Well I ph. my local CT and they didn't have stock and said it was back ordered. They did give me another place to go and get lit up the road   but they want $30 for it.   No thanks!   For that price I'll just use  relays,  I got a dozen of  them out in the shop!. 

 I ph. up the store I bought my RS at and talked to the guy there and he didn't have stock either.  He said  he's used them and they work but not in all applications.  Reason bieng  they don't put out enough current  for  some systems.  So he says they just simply wire in relays.  

If you want to go with the inverter route what I would do is  just ph. Prostart/AutoStart and ask them .

On your van depending on how the locks are  triggered and that it  probably has keyless entry from the factory the inverter may very well work fine.  But you paid what 1/2 price so $50 for the whole Prostart so if you got to pay 30 for this inverter connection  its not very reasonable!  Maybe you can find it cheaper out your way.

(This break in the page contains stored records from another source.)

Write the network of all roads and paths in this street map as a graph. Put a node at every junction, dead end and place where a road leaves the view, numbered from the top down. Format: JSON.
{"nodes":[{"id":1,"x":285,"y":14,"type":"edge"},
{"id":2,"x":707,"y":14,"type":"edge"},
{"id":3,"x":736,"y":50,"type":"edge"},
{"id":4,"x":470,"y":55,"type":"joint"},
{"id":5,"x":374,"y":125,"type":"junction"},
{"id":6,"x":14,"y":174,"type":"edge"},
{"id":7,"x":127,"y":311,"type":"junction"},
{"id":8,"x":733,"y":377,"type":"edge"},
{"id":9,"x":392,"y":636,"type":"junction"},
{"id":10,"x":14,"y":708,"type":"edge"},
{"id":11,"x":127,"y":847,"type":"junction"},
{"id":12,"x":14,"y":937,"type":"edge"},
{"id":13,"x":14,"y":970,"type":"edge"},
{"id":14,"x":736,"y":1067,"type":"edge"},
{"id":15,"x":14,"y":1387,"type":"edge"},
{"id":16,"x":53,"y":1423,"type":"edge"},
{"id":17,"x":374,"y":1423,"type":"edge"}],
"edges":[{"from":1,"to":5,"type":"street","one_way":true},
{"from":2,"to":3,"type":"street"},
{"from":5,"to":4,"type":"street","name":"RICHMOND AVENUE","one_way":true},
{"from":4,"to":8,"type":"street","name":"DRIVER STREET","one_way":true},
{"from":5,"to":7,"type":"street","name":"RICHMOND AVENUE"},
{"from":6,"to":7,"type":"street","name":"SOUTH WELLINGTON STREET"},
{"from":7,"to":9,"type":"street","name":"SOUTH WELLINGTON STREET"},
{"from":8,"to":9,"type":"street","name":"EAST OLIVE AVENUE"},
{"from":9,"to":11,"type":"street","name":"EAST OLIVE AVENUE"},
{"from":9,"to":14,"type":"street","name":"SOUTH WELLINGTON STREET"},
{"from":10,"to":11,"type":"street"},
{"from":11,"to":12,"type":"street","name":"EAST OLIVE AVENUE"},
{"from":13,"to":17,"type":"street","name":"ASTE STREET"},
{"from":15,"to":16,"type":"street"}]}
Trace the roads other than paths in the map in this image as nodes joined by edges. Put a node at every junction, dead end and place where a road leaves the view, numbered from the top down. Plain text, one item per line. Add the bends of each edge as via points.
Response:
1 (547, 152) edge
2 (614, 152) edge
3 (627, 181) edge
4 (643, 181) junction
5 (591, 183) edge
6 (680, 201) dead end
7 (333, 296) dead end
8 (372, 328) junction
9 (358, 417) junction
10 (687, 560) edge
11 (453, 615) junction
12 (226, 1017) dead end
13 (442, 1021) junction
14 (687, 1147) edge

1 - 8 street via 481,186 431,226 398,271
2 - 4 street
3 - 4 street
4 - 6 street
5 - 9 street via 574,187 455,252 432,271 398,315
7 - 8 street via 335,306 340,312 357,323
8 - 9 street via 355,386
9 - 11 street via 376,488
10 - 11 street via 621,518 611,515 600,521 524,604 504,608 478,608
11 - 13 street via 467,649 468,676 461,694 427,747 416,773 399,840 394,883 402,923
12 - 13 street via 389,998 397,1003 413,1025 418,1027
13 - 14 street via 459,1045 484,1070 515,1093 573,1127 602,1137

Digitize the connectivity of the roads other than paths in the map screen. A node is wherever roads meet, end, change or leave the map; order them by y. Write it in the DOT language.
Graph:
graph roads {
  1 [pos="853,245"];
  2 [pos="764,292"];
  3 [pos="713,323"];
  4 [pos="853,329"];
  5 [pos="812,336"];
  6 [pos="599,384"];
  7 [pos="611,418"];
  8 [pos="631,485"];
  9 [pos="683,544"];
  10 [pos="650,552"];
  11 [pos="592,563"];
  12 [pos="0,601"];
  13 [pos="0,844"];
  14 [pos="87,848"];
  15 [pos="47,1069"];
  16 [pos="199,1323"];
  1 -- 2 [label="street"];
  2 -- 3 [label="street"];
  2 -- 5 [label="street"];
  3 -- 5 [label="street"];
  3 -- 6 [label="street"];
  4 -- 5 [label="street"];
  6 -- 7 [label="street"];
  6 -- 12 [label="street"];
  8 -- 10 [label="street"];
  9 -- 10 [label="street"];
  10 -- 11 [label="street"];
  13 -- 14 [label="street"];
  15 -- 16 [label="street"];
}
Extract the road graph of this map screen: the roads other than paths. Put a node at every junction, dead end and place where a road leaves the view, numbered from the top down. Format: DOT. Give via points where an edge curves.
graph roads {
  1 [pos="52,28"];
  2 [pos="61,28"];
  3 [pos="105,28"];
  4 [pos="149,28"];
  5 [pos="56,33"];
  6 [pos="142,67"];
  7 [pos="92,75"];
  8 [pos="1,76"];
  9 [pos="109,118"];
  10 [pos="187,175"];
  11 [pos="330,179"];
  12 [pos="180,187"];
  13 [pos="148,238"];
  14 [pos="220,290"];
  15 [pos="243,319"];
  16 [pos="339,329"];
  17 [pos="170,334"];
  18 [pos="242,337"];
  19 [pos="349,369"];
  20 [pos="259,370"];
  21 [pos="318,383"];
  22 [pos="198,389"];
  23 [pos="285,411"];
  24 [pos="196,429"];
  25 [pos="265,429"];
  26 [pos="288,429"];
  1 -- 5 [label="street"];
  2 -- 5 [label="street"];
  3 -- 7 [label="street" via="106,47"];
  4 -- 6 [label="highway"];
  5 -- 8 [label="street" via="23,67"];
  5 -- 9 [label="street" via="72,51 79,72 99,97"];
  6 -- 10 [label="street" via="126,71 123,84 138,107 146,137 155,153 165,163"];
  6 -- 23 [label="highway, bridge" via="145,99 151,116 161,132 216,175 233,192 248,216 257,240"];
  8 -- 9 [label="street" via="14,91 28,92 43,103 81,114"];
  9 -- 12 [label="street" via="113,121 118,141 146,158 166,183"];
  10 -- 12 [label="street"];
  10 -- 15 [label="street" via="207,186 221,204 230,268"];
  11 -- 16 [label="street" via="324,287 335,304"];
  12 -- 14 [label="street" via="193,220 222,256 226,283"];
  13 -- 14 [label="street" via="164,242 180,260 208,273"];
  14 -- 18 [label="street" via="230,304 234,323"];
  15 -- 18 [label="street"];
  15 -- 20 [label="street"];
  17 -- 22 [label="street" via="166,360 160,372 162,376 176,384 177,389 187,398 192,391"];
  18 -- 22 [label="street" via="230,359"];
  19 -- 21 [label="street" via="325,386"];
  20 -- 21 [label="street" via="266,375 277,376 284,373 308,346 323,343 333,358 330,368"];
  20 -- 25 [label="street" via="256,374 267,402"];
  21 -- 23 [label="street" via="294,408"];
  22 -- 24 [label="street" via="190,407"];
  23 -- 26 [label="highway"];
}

  If you can't get any info when  I get to doing mine  I'll check the amp draw on the lock wires and post it. I have an  inductive amp probe that reads down pretty low I think ,one handy tool for doing electrical stuff!! 





Posted By: hayman
Date Posted: December 22, 2004 at 2:23 PM

I forgot to post this link twice now so here it is https://www.7thgencivic.com/wiring/index.php?change=1

if gives a good listing of the wires and the one you need for the power sliding  door.





Posted By: leroyer03
Date Posted: December 22, 2004 at 3:22 PM
Again thanx for all your useful input. I will let you know what I decide to do when I get back from holidays. Merry Christmas and Happy New Year to all. See ya soon.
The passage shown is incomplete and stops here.